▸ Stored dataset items
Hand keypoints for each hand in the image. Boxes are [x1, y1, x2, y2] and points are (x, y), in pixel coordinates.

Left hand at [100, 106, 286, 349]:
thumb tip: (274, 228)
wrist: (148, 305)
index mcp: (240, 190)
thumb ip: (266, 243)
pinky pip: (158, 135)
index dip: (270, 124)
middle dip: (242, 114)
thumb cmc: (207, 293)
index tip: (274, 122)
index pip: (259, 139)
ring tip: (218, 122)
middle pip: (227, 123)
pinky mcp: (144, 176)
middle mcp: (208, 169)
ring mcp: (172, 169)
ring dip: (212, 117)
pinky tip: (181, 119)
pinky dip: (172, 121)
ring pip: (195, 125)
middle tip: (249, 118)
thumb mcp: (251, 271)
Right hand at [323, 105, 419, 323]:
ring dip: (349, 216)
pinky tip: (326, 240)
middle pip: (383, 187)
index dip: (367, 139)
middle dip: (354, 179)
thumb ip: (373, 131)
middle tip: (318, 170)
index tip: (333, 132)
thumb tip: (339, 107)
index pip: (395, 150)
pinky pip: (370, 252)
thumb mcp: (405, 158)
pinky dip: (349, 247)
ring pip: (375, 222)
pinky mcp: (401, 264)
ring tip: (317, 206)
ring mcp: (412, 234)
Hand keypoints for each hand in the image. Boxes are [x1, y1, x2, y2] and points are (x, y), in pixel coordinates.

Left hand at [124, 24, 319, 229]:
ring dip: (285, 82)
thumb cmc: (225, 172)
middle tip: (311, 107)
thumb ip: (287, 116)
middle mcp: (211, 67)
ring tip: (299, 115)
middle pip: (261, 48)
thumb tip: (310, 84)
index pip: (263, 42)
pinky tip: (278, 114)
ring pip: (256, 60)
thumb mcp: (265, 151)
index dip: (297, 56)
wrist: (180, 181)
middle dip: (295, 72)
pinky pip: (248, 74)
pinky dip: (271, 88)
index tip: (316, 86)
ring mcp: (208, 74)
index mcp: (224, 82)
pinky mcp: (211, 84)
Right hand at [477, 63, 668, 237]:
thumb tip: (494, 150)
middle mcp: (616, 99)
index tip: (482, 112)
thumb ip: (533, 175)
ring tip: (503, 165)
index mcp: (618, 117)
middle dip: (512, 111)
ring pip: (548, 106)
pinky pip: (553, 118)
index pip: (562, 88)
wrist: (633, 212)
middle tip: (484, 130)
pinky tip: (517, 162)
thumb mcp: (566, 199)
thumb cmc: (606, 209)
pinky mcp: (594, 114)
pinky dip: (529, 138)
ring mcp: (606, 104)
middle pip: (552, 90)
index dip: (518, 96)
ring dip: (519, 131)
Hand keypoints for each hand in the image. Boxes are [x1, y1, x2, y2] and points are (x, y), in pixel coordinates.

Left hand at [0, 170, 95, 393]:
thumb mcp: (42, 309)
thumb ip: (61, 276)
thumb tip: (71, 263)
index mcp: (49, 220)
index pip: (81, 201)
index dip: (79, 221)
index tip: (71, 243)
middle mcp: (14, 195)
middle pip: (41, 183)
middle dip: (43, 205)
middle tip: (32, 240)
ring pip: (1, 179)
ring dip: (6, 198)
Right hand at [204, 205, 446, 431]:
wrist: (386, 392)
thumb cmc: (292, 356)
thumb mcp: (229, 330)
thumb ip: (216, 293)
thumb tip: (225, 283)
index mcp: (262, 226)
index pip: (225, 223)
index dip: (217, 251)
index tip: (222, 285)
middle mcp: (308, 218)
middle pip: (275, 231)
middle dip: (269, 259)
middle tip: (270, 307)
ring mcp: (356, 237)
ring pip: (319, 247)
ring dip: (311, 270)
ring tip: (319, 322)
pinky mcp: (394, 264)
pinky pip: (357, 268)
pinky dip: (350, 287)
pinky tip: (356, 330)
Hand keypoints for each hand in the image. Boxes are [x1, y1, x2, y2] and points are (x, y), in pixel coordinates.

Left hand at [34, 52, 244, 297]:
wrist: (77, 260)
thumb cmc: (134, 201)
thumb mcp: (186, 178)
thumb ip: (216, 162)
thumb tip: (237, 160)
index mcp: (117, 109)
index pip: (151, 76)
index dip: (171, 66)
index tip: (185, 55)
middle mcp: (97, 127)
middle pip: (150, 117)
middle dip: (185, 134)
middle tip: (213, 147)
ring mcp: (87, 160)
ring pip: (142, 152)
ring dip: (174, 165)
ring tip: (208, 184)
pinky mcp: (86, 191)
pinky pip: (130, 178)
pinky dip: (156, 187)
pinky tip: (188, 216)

▸ WORK INSTRUCTION
Beginning at the line above that contains "wrist: (148, 305)", return each line exactly through the line that contains "middle tip: (484, 130)", and no others.

▸ OUTPUT BELOW
wrist: (148, 305)
index mcp: (240, 190)
thumb ip: (266, 243)
pinky pip: (158, 135)
index dip: (270, 124)
middle dip: (242, 114)
thumb cmc: (207, 293)
index tip: (274, 122)
index pip: (259, 139)
ring tip: (218, 122)
middle pip: (227, 123)
pinky mcp: (144, 176)
middle mcp: (208, 169)
ring mcp: (172, 169)
ring dip: (212, 117)
pinky tip: (181, 119)
pinky dip: (172, 121)
ring pip: (195, 125)
middle tip: (249, 118)
thumb mcp: (251, 271)
Right hand at [323, 105, 419, 323]:
ring dip: (349, 216)
pinky tip: (326, 240)
middle pip: (383, 187)
index dip: (367, 139)
middle dip: (354, 179)
thumb ip: (373, 131)
middle tip: (318, 170)
index tip: (333, 132)
thumb tip: (339, 107)
index pip: (395, 150)
pinky pip: (370, 252)
thumb mcp: (405, 158)
pinky dip: (349, 247)
ring pip: (375, 222)
pinky mcp: (401, 264)
ring tip: (317, 206)
ring mcp: (412, 234)
Hand keypoints for each hand in the image. Boxes are [x1, y1, x2, y2] and points are (x, y), in pixel coordinates.

Left hand at [124, 24, 319, 229]:
ring dip: (285, 82)
thumb cmc: (225, 172)
middle tip: (311, 107)
thumb ip: (287, 116)
middle mcp: (211, 67)
ring tip: (299, 115)
middle pip: (261, 48)
thumb tip: (310, 84)
index pip: (263, 42)
pinky tip: (278, 114)
ring pip: (256, 60)
thumb mcp: (265, 151)
index dip: (297, 56)
wrist: (180, 181)
middle dip: (295, 72)
pinky pip: (248, 74)
pinky dip: (271, 88)
index tip: (316, 86)
ring mcp: (208, 74)
index mcp: (224, 82)
pinky mcp: (211, 84)
Right hand at [477, 63, 668, 237]:
thumb tip: (494, 150)
middle mcp: (616, 99)
index tip: (482, 112)
thumb ip: (533, 175)
ring tip: (503, 165)
index mcp: (618, 117)
middle dip: (512, 111)
ring pip: (548, 106)
pinky pip: (553, 118)
index pip: (562, 88)
wrist: (633, 212)
middle tip: (484, 130)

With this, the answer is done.